Pemuda yang dahulu hidup sebagai bagian dari Abnegation itu tak menjawab. Ia hanya mengangguk.
"Kuharap para Dauntless yang lain memperlakukanmu dengan baik." Akashi meletakkan sepasang heterokromianya pada sosok di balik pemuda berambut akuamarin itu. Memandang tanpa berkedip. Ia menoleh kembali dan melangkah tanpa beban. "Kita akan berbicara lebih banyak lagi setelah ini, Tetsuya." Ia berlalu dan diikuti oleh serombongan orang berpakaian dark blue elegan lainnya.
Pemuda yang terbalut jaket kulit gelap itu memicingkan mata selagi mengernyitkan dahi. "Kau mengenalnya, Kuroko?"
"Hm."
"Dia terlihat masih seumuran denganku tapi dari cara ia menatapku sangat-sangat menyebalkan. Tidak. Menyeramkan. Ia memiliki warna iris mata yang berbeda. Aneh."

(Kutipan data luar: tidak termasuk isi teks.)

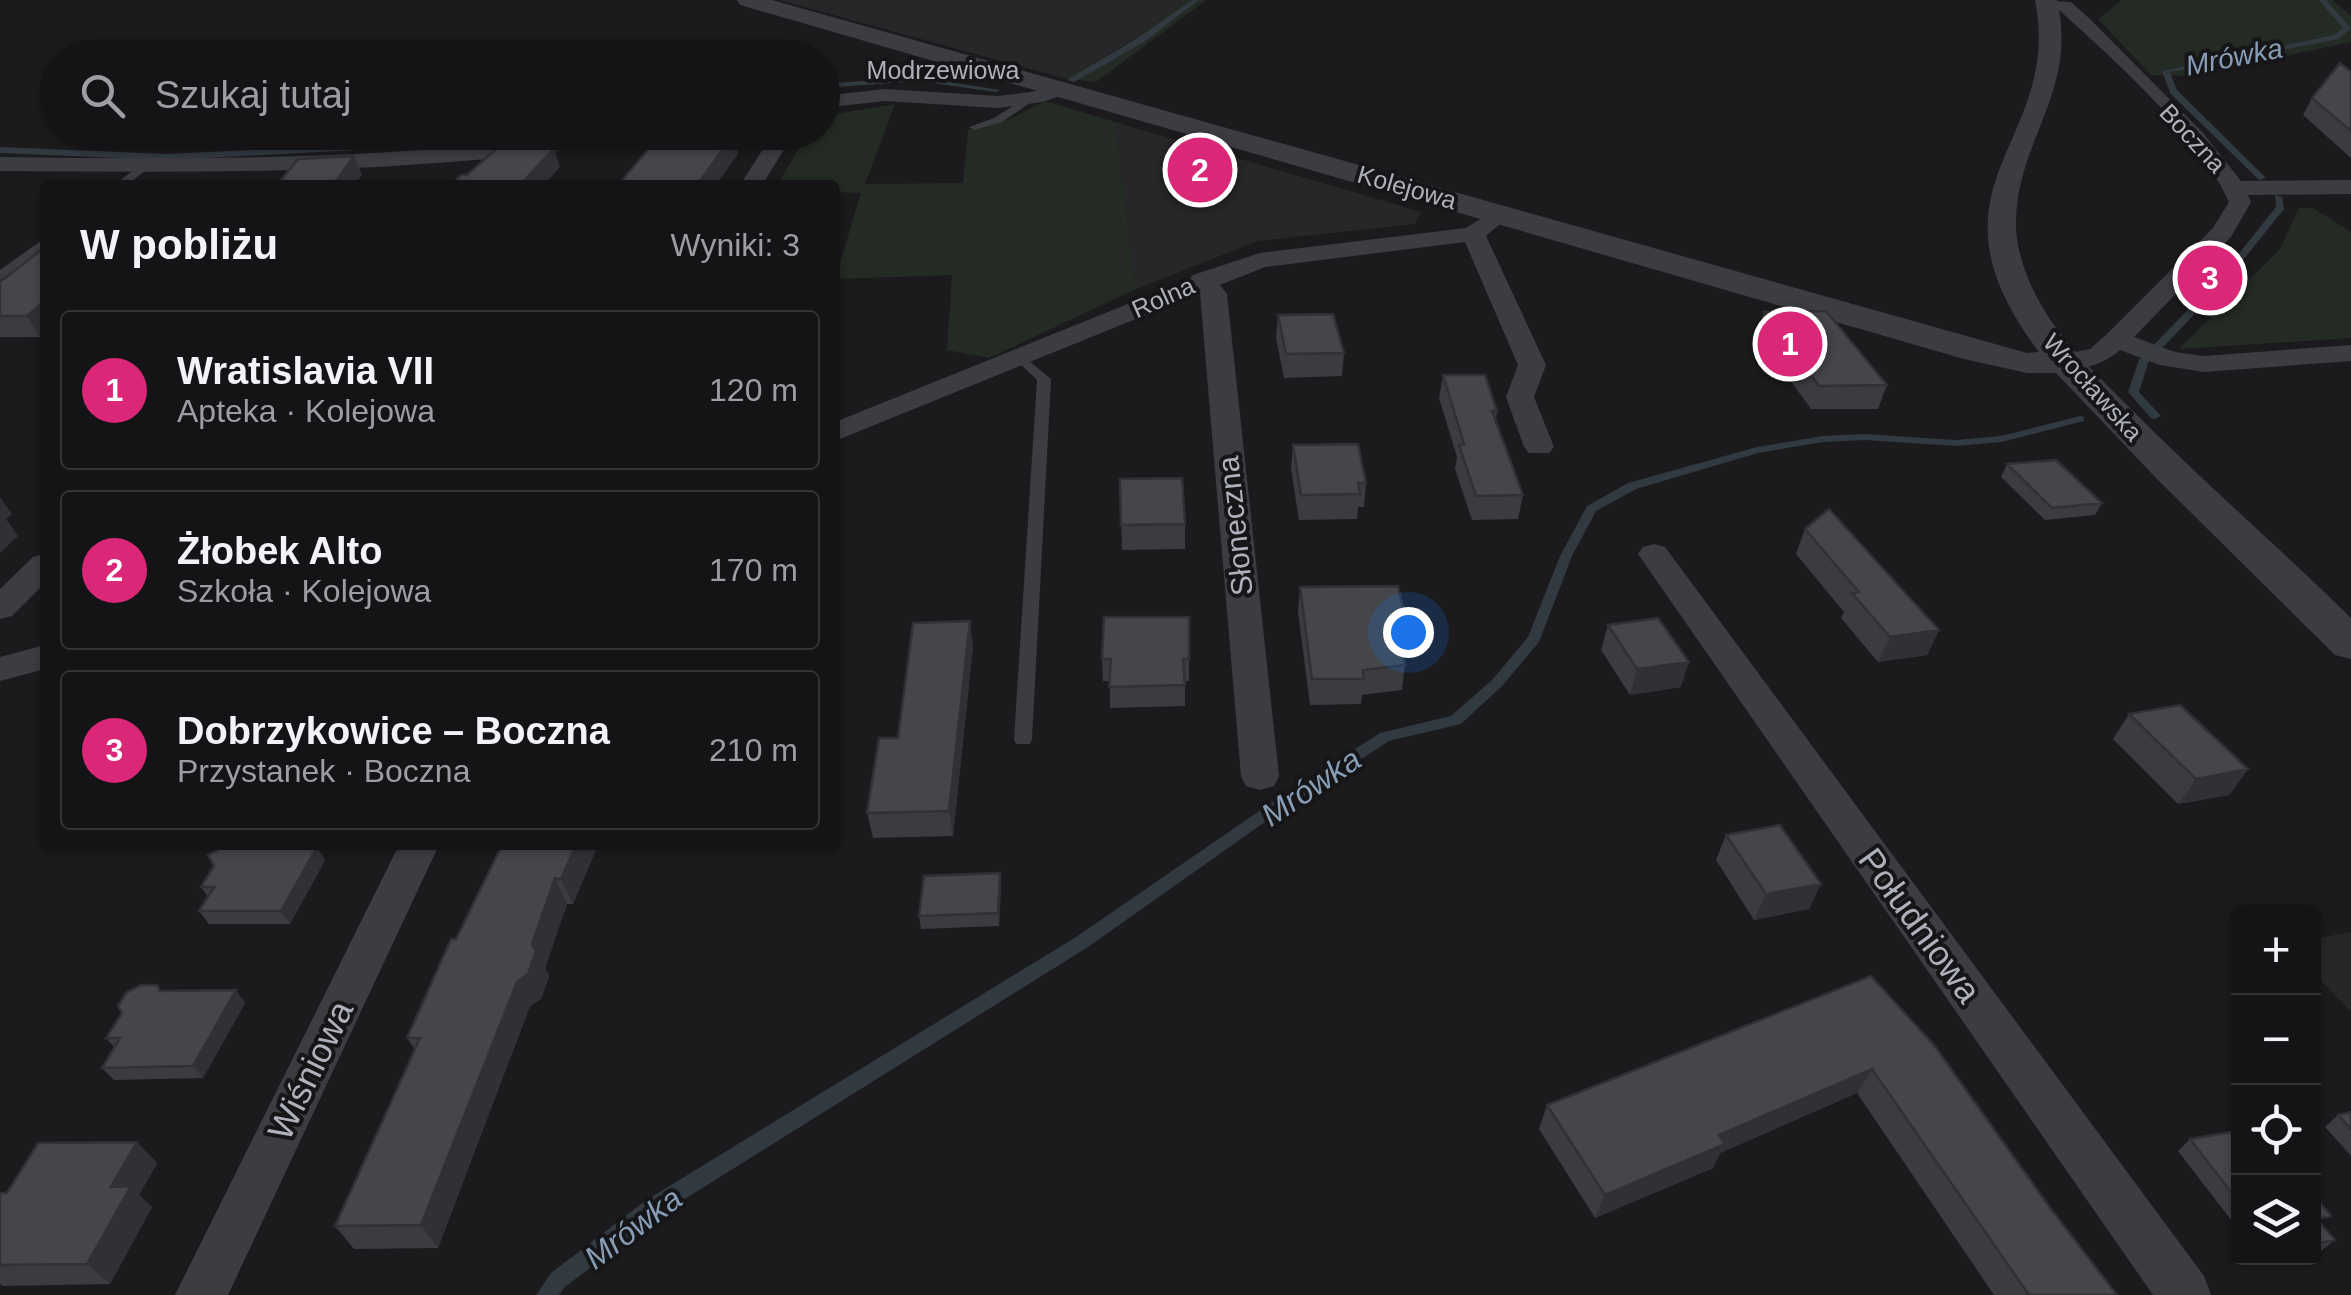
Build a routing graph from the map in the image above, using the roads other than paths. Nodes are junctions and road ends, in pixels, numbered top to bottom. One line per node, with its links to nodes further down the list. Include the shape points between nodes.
1 (748, 0): 3 (street, Kolejowa)
2 (2046, 0): 15 (street, Boczna, via 2084,22); 25 (street, Wrocławska, via 2050,60 2000,224 2018,288)
3 (1062, 89): 4 (street, Modrzewiowa); 17 (street, Kolejowa)
4 (1030, 99): 5 (street, Modrzewiowa); 6 (lane)
5 (840, 100)
6 (974, 127)
7 (495, 150): 9 (street)
8 (774, 150): 14 (street)
9 (462, 154): 11 (street); 12 (street)
10 (0, 164): 11 (street)
11 (146, 166): 13 (lane)
12 (446, 178)
13 (127, 180)
14 (755, 180)
15 (2237, 188): 16 (street); 22 (street, Boczna, via 2240,202 2232,222)
16 (2351, 188)
17 (1502, 214): 18 (street, Rolna); 25 (street, Kolejowa, via 1976,352 2027,363)
18 (1473, 234): 21 (street, Rolna, via 1277,256); 27 (street, via 1532,365 1520,397)
19 (40, 246): 20 (lane)
20 (0, 276)
21 (1202, 280): 24 (street, Rolna); 35 (street, Słoneczna, via 1214,294)
22 (2128, 345): 23 (street, via 2204,364); 25 (street, Boczna)
23 (2351, 353)
24 (1022, 359): 26 (street, Rolna); 34 (lane, via 1044,378)
25 (2066, 362): 31 (street, Wrocławska)
26 (840, 430)
27 (1540, 446)
28 (1654, 554): 38 (street, Południowa)
29 (40, 569): 30 (street)
30 (0, 608)
31 (2351, 644)
32 (40, 658): 33 (street)
33 (0, 669)
34 (1022, 739)
35 (1260, 776)
36 (417, 850): 37 (street, Wiśniowa)
37 (201, 1295)
38 (2185, 1295)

Kuroko, pemuda bertubuh lebih kecil itu berbalik. Menatap Kagami Taiga sang mentor dengan ekspresi datarnya. Ia menunduk.
"Tapi—ia adalah orang yang sama sepertiku, Kagami-kun."
Di balik kesunyian, ada rahasia yang tak ingin dibagi kepada siapapun. Kemudian, ada masa lalu yang ingin dikubur jauh-jauh bersama memori kelam lainnya.
Baik Akashi Seijurou maupun Kuroko Tetsuya, keduanya hanya korban perlakuan sistem faksi.